Euforia po tej bramce była niebywała. Z wszystkich spadło ciśnienie. Te okrzyki „GKS! GKS!” i „Loooo, lolo loooooooo” po bramce przypominały stare czasy, jeszcze z lat 90., kiedy właśnie tak celebrowało się bramki. Absolutnie piękna sprawa.

Trener oczywiście na konferencji jest „oficjalny”, więc gdy zapytałem go, czy ma satysfakcję, że utarli nosa Jagiellonii za ten mecz ligowy, który się nie odbył powiedział, że nie rozpatruje tego w takich kategoriach. Za to my, jako kibice możemy – bo to też jest kwintesencja kibicowania, takiego bym powiedział w stylu angielski, czyli takie prztyczki, docinki. Więc troszkę Jaga dostała za swoje za to, że nie przygotowali boiska i lekceważąco podeszli zarówno do naszej drużyny, jak i kibiców, którzy do Białegostoku przyjechali. Chytry traci. Więc nie było co kombinować, trzeba było w tamtą niedzielę zagrać. Choć może Jaga wiedziała, co ją czeka i po prostu się bała?…
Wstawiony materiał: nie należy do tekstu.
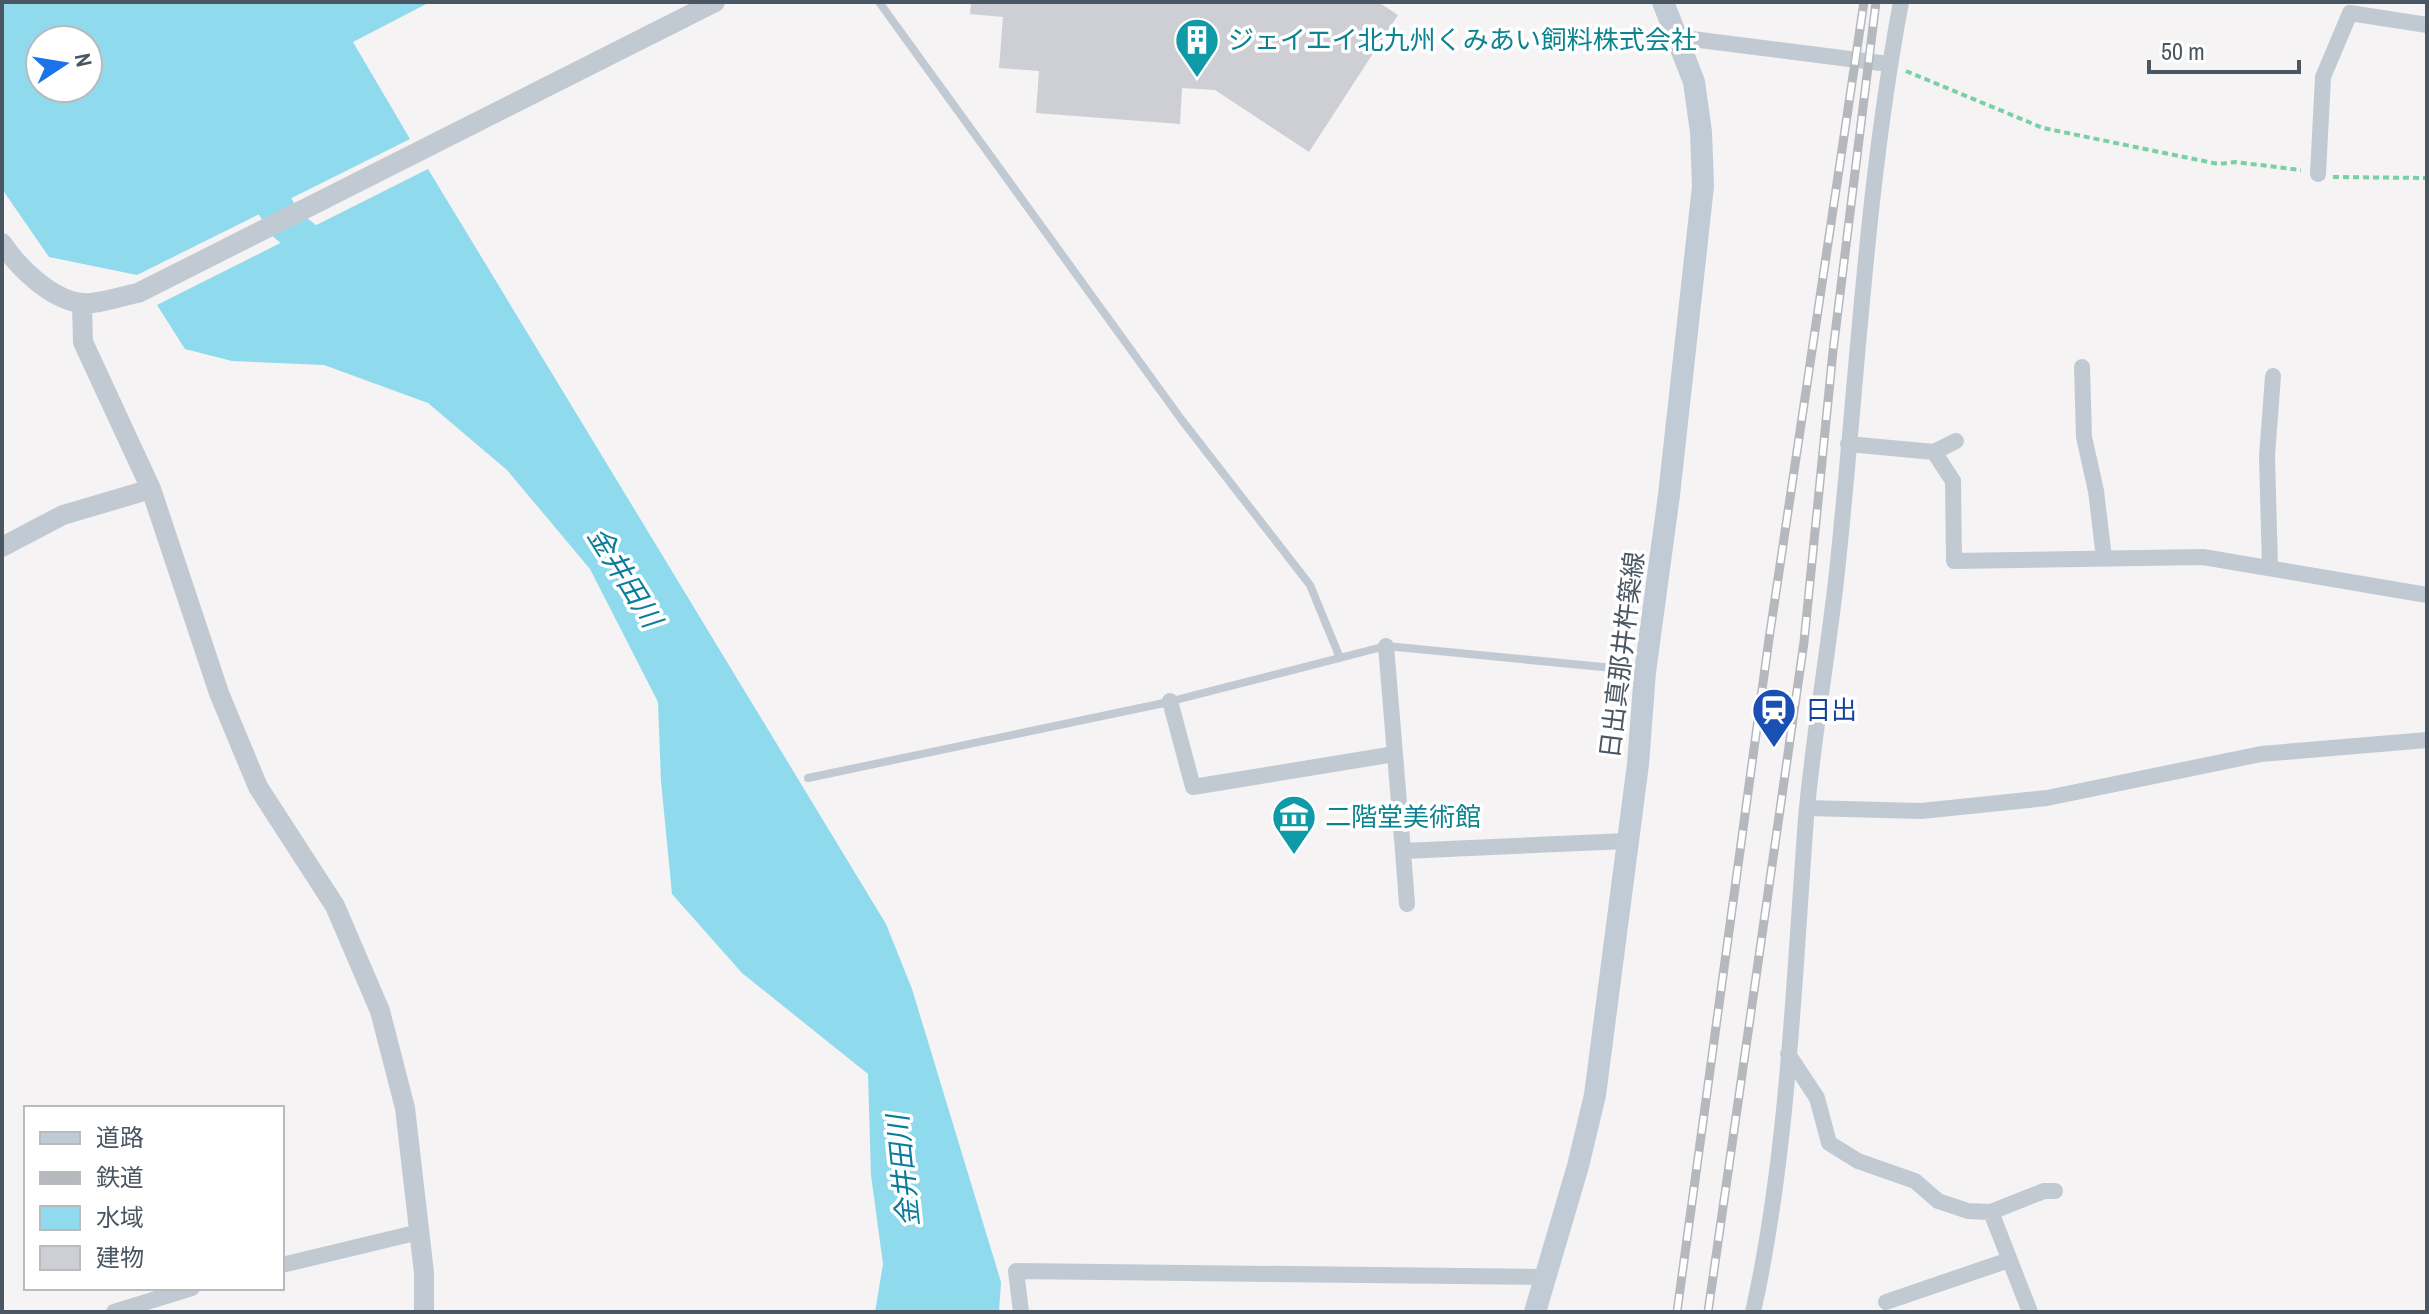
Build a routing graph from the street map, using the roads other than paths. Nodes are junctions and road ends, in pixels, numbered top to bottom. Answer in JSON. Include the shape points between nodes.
{"nodes":[{"id":1,"x":715,"y":2,"type":"edge"},
{"id":2,"x":879,"y":2,"type":"edge"},
{"id":3,"x":1663,"y":2,"type":"edge"},
{"id":4,"x":1901,"y":2,"type":"edge"},
{"id":5,"x":2427,"y":25,"type":"edge"},
{"id":6,"x":1676,"y":37,"type":"junction"},
{"id":7,"x":1889,"y":64,"type":"junction"},
{"id":8,"x":2318,"y":174,"type":"road end"},
{"id":9,"x":2,"y":243,"type":"edge"},
{"id":10,"x":82,"y":303,"type":"junction"},
{"id":11,"x":2082,"y":367,"type":"dead end"},
{"id":12,"x":2273,"y":376,"type":"dead end"},
{"id":13,"x":1956,"y":441,"type":"dead end"},
{"id":14,"x":1848,"y":444,"type":"junction"},
{"id":15,"x":1934,"y":452,"type":"junction"},
{"id":16,"x":151,"y":489,"type":"junction"},
{"id":17,"x":2,"y":547,"type":"edge"},
{"id":18,"x":2104,"y":558,"type":"junction"},
{"id":19,"x":2270,"y":568,"type":"junction"},
{"id":20,"x":2427,"y":595,"type":"edge"},
{"id":21,"x":1386,"y":646,"type":"junction"},
{"id":22,"x":1340,"y":658,"type":"junction"},
{"id":23,"x":1645,"y":672,"type":"junction"},
{"id":24,"x":1170,"y":701,"type":"junction"},
{"id":25,"x":2427,"y":740,"type":"edge"},
{"id":26,"x":1395,"y":754,"type":"junction"},
{"id":27,"x":808,"y":778,"type":"dead end"},
{"id":28,"x":1807,"y":808,"type":"junction"},
{"id":29,"x":1627,"y":841,"type":"junction"},
{"id":30,"x":1403,"y":851,"type":"junction"},
{"id":31,"x":1407,"y":904,"type":"dead end"},
{"id":32,"x":1788,"y":1054,"type":"junction"},
{"id":33,"x":2055,"y":1191,"type":"dead end"},
{"id":34,"x":1991,"y":1212,"type":"junction"},
{"id":35,"x":419,"y":1232,"type":"junction"},
{"id":36,"x":2009,"y":1260,"type":"junction"},
{"id":37,"x":284,"y":1265,"type":"edge"},
{"id":38,"x":1546,"y":1277,"type":"junction"},
{"id":39,"x":186,"y":1290,"type":"edge"},
{"id":40,"x":1886,"y":1302,"type":"dead end"},
{"id":41,"x":114,"y":1312,"type":"edge"},
{"id":42,"x":424,"y":1312,"type":"edge"},
{"id":43,"x":1021,"y":1312,"type":"edge"},
{"id":44,"x":1535,"y":1312,"type":"edge"},
{"id":45,"x":1753,"y":1312,"type":"edge"},
{"id":46,"x":2030,"y":1312,"type":"edge"}],
"edges":[{"from":1,"to":10,"type":"street","via":[[138,293]]},
{"from":2,"to":22,"type":"lane","via":[[1181,419],[1310,585]]},
{"from":3,"to":6,"type":"main road","name":"日出真那井杵築線"},
{"from":4,"to":7,"type":"street"},
{"from":5,"to":8,"type":"street","via":[[2350,13],[2323,77]]},
{"from":6,"to":7,"type":"street"},
{"from":6,"to":23,"type":"main road","name":"日出真那井杵築線","via":[[1694,82],[1703,186]]},
{"from":7,"to":14,"type":"street","via":[[1866,237]]},
{"from":9,"to":10,"type":"street","via":[[13,260],[52,292]]},
{"from":10,"to":16,"type":"street","via":[[83,342]]},
{"from":11,"to":18,"type":"street","via":[[2084,437]]},
{"from":12,"to":19,"type":"street","via":[[2267,456]]},
{"from":13,"to":15,"type":"street"},
{"from":14,"to":15,"type":"street"},
{"from":14,"to":28,"type":"street"},
{"from":15,"to":18,"type":"street","via":[[1953,481],[1954,561]]},
{"from":16,"to":17,"type":"street","via":[[63,515]]},
{"from":16,"to":35,"type":"street","via":[[219,693],[258,787],[335,906],[380,1011],[405,1108]]},
{"from":18,"to":19,"type":"street","via":[[2203,557]]},
{"from":19,"to":20,"type":"street"},
{"from":21,"to":22,"type":"lane"},
{"from":21,"to":23,"type":"lane"},
{"from":21,"to":26,"type":"street"},
{"from":22,"to":24,"type":"lane"},
{"from":23,"to":29,"type":"main road","name":"日出真那井杵築線"},
{"from":24,"to":26,"type":"street","via":[[1193,787]]},
{"from":24,"to":27,"type":"lane"},
{"from":25,"to":28,"type":"street","via":[[2261,754],[2047,798],[1921,811]]},
{"from":26,"to":30,"type":"street"},
{"from":28,"to":32,"type":"street"},
{"from":29,"to":30,"type":"street"},
{"from":29,"to":38,"type":"main road","name":"日出真那井杵築線","via":[[1595,1095]]},
{"from":30,"to":31,"type":"street"},
{"from":32,"to":34,"type":"street","via":[[1817,1098],[1829,1143],[1858,1161],[1915,1181],[1938,1201]]},
{"from":32,"to":45,"type":"street","via":[[1765,1259]]},
{"from":33,"to":34,"type":"street"},
{"from":34,"to":36,"type":"street"},
{"from":35,"to":37,"type":"street"},
{"from":35,"to":42,"type":"street"},
{"from":36,"to":40,"type":"street"},
{"from":36,"to":46,"type":"street"},
{"from":38,"to":43,"type":"street","via":[[1016,1271]]},
{"from":38,"to":44,"type":"main road","name":"日出真那井杵築線"},
{"from":39,"to":41,"type":"street"}]}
Myślałem o takim performancie, żeby trenerowi Siemieńcowi wręczyć łopatę do odśnieżania po meczu, ale stwierdziłem, że nie będę takich cyrków robił, choć wydaje mi się to całkiem zabawne (ach, pamiętny Puchar Pepco). Jednak nawet gdybym już miał sprzęt przygotowany, to w ostatniej chwili bym zrezygnował. Widząc przybitego trenera gości, włączyłaby mi się empatia i po prostu bym mu już nie dowalał. Poza tym mógłbym z tej konfrontacji nie wyjść żywy 😉

Jesteśmy w ćwierćfinale. Po raz pierwszy od 21 lat. W końcu po latach upokorzeń, kompromitacji i pucharowych dramatów, przeszliśmy już trzy rundy i zagramy na wiosnę w tych rozgrywkach. Czy znów naszym przeciwnikiem będzie ekipa z ekstraklasy? A może jakaś drużyna z niższej ligi? W ósemce znalazły się Avia Świdnik, Zawisza Bydgoszcz i Chojniczanka. To byłyby bardzo ciekawe opcje. W każdym razie droga na Narodowy zrobiła się realna. Trzeba będzie walczyć o to ze wszystkich sił.

W niedzielę Raków. Na zakończenie roku. GKS Katowice ma obecnie sześć zwycięstw w siedmiu ostatnich meczach. Bilans to znakomity. Trochę osób wieszczyło, że po porażce z Piastem w pozostałych spotkaniach nie zdobędziemy już żadnych punktów, że wszystko przegramy. Tymczasem mecz w Białymstoku się nie odbył, a potem z Pogonią i Jagą GKS po bardzo dobrej grze odniósł zwycięstwa. Naprawdę – wierzmy w tę drużynę.

Oczywiście z Rakowem łatwo nie będzie, bo piłkarze Marka Papszuna złapali dobry rytm. Odprawili z kwitkiem Rapid Wiedeń i Arkę strzelając im po cztery gole, wyeliminowali także Śląsk Wrocław. Więc przeciwnik jest trudny, ale przecież w lutym pokonaliśmy go w Częstochowie. A GieKSa jest na tyle w dobrej dyspozycji, że nie ma powodów, by nie wierzyć, że przy Limanowskiego nasz zespół nie jest w stanie grać o zwycięstwo.